Collected data entries
::::
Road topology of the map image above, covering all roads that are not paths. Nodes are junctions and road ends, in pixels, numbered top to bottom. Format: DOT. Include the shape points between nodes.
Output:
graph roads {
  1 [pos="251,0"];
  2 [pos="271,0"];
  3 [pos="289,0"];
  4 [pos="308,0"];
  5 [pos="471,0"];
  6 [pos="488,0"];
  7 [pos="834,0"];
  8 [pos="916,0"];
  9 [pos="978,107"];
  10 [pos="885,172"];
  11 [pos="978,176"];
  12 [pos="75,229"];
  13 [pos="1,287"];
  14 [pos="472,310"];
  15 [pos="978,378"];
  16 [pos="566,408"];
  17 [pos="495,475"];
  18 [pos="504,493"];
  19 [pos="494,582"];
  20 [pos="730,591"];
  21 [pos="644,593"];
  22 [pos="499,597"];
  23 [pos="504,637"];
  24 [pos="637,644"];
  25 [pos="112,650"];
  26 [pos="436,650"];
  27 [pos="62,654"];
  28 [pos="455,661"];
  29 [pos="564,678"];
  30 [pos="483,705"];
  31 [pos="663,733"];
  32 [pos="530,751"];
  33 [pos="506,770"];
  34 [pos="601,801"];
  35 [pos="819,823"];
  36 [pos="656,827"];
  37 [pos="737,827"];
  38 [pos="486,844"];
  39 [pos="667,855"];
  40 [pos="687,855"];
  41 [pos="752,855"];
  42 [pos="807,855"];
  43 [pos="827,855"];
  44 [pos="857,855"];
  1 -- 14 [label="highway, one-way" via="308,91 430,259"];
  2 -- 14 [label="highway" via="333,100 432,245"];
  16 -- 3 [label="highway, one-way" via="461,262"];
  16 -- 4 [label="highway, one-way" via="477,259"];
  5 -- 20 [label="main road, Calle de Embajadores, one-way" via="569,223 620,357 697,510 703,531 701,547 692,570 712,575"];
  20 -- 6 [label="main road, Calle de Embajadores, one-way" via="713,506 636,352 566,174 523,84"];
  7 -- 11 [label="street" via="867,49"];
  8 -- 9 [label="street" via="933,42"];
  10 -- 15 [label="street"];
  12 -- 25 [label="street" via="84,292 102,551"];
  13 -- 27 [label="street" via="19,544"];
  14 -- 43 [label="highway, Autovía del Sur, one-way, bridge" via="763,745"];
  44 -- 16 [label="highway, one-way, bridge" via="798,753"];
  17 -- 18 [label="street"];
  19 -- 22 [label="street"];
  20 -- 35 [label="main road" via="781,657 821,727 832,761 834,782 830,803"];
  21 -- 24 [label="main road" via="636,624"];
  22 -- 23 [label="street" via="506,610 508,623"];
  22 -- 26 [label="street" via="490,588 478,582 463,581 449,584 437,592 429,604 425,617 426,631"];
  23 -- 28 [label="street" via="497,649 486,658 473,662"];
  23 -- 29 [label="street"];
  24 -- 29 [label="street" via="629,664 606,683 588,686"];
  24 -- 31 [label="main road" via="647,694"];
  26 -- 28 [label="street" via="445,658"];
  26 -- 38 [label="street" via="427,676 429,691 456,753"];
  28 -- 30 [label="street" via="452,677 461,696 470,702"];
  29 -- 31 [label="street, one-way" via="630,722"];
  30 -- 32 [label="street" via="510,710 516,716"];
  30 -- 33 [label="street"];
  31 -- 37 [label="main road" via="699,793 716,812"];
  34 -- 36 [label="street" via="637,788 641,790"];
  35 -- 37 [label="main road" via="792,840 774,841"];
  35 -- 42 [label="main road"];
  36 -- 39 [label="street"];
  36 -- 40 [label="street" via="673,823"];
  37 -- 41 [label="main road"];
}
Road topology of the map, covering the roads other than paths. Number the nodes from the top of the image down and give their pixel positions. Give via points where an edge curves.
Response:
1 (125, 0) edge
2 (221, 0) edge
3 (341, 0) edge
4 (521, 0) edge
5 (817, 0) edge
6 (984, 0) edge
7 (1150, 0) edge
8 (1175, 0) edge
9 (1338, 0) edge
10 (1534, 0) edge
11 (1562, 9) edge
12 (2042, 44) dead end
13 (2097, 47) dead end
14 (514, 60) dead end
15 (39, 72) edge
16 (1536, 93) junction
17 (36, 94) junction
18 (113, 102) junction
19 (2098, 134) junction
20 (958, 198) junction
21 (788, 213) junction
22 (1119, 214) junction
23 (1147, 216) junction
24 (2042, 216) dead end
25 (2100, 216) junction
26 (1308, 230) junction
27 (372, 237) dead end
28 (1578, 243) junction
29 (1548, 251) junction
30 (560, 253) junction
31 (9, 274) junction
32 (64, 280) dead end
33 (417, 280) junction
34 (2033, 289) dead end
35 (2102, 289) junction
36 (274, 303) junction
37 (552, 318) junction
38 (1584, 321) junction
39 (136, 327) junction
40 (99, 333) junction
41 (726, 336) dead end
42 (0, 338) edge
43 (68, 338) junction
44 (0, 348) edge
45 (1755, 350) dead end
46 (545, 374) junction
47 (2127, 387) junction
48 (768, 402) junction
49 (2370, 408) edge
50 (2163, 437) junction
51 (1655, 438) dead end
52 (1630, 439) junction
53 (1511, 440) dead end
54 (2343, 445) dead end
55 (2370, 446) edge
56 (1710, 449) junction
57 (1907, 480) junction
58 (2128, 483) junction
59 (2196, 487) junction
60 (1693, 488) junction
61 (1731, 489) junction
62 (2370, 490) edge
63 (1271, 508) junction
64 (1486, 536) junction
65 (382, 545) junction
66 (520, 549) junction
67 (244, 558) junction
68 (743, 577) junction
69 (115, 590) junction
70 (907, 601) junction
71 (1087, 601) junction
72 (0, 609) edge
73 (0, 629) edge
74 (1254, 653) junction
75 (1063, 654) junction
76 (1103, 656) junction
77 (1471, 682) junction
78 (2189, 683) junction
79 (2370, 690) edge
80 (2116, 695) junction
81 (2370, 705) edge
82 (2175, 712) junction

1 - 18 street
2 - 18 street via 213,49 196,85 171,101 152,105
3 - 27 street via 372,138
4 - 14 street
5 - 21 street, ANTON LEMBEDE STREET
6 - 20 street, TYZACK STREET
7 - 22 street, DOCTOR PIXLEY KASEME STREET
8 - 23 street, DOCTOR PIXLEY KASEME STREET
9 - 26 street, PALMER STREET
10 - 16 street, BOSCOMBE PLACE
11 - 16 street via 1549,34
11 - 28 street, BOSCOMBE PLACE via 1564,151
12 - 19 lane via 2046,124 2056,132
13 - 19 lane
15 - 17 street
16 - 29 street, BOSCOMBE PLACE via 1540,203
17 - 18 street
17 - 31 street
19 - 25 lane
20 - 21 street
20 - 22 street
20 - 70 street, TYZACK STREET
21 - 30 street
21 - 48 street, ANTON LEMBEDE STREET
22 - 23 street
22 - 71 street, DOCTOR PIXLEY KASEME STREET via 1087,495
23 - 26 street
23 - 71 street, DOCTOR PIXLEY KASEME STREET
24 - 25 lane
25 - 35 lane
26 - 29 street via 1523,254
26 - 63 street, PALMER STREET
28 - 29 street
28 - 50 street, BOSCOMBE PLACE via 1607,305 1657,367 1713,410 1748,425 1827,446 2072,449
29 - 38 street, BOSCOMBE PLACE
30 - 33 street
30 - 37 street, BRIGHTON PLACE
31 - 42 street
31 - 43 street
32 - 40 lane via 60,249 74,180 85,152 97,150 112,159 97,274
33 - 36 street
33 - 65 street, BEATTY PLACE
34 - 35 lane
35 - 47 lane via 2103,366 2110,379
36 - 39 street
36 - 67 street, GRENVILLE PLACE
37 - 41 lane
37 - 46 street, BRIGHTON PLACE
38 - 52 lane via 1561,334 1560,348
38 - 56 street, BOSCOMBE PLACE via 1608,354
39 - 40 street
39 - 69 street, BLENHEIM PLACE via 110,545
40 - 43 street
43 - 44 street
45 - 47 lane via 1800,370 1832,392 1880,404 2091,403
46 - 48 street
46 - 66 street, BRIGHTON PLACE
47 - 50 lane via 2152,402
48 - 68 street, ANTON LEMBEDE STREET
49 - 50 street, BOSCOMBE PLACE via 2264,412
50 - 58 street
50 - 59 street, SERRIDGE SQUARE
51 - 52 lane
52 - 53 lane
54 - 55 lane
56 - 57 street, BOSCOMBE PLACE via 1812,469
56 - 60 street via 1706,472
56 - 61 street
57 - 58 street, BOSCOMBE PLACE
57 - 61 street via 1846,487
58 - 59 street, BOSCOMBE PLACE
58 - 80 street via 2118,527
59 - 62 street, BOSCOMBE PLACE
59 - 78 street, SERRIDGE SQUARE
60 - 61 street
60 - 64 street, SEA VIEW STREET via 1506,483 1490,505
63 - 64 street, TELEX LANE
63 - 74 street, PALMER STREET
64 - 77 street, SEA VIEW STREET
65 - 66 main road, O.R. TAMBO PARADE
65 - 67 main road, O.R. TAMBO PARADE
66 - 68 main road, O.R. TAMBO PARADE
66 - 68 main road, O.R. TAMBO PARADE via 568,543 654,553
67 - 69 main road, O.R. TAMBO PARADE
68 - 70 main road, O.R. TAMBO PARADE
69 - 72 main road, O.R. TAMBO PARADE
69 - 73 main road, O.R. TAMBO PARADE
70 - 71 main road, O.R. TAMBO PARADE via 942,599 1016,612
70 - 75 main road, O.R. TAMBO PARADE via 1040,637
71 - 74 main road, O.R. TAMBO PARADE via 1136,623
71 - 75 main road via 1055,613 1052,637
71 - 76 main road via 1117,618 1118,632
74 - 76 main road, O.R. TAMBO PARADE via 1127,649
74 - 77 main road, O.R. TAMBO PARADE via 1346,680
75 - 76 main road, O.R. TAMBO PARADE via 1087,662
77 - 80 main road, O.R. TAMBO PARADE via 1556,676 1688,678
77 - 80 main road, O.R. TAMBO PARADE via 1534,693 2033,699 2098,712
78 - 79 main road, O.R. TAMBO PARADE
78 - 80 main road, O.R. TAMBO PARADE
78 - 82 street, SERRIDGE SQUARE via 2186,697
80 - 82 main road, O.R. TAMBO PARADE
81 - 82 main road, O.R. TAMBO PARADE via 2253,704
::::
**Exercise directions:**
Within the entries above, find the string "BOSCOMBE" and return each line that holds it.

**Exercise output:**
10 - 16 street, BOSCOMBE PLACE
11 - 28 street, BOSCOMBE PLACE via 1564,151
16 - 29 street, BOSCOMBE PLACE via 1540,203
28 - 50 street, BOSCOMBE PLACE via 1607,305 1657,367 1713,410 1748,425 1827,446 2072,449
29 - 38 street, BOSCOMBE PLACE
38 - 56 street, BOSCOMBE PLACE via 1608,354
49 - 50 street, BOSCOMBE PLACE via 2264,412
56 - 57 street, BOSCOMBE PLACE via 1812,469
57 - 58 street, BOSCOMBE PLACE
58 - 59 street, BOSCOMBE PLACE
59 - 62 street, BOSCOMBE PLACE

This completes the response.